= María Araujo =

Spanish costume designer (1950–2020)

María Araujo (1950 in La Aldea de San Nicolás – 25 March 2020, in Barcelona) was a Spanish costume designer who worked in theater, cinema and television.

== Career ==

Araujo worked with directors such as Mario Gas, Josep Maria Flotats, Carles Alfaro and José María Pou. At the Teatro de la Zarzuela she worked in the production of María Moliner and La Villana.

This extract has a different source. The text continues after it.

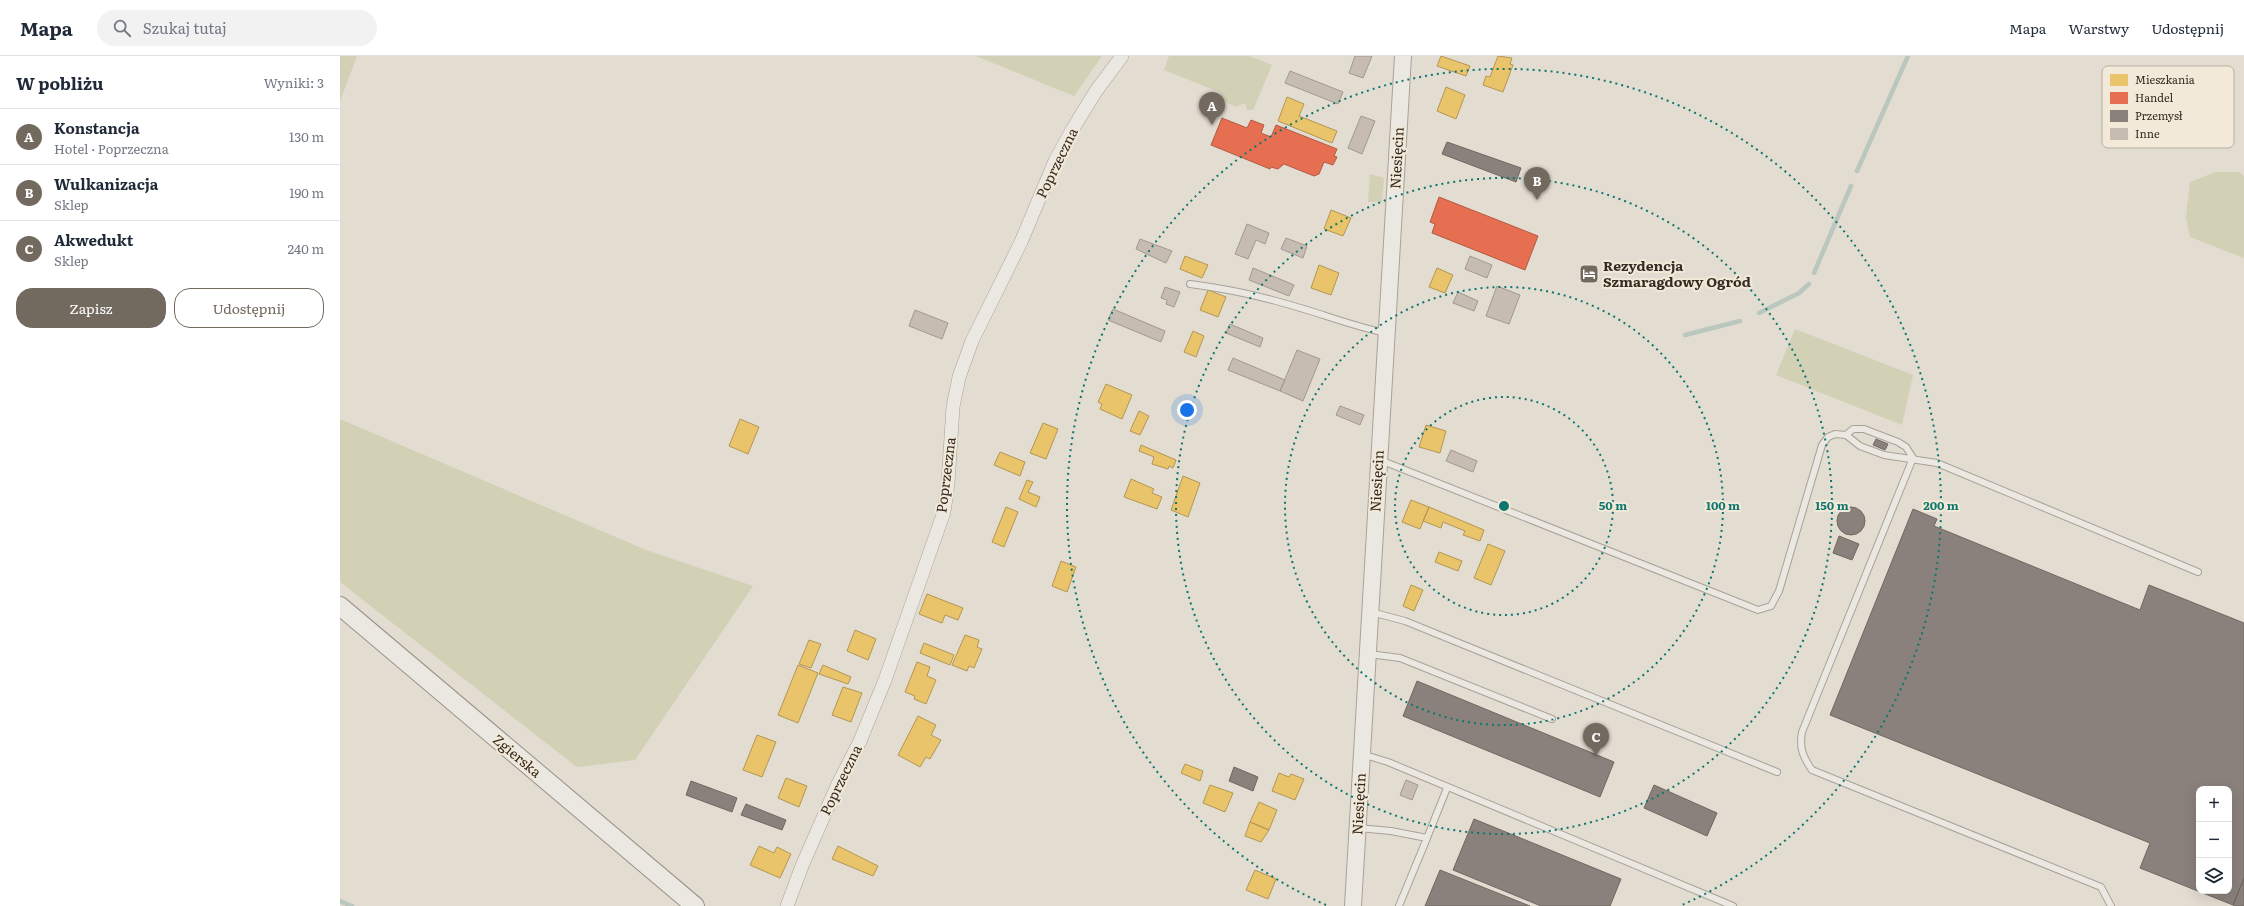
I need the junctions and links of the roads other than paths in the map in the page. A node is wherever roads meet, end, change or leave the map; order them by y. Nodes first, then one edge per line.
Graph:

In cinema, she worked, among others, in the films Serenata a la luz de la luna, Mater amatísima, La cripta, La revuelta de los pájaros, Tic Tac, El pianista, Valentín, Iris and the TV3 miniseries Arnau. Most of her costumes, a total of 1,133, are kept in the Centre de Documentació i Museu de les Arts Escèniques.

== Awards ==

She received a Max Award for Amadeus (1999) and another for El lindo don Diego (2014). In 2018 she received her third Max award for Richard III. She was awarded four times by the critics of Barcelona, in 1984 for Cal dir-ho?, in 1999 for Amadeus and Dones sàvies and in 2016 for Amor & Shakespeare. In 2008, 2010 and 2014 she also won the Premio ADE de Figurismo for Tio Vania, El arte de la comedia and El lindo don Diego, respectively, and in 2009 she won the Gran Vía Prize for Musical Theater for her designs for Sweeney Todd.

In 2017 she was awarded the "Can de Plata" by her native town, La Aldea de San Nicolás.

== Death ==

Araujo died in March 2020, aged 69, from COVID-19, during the COVID-19 pandemic in Spain.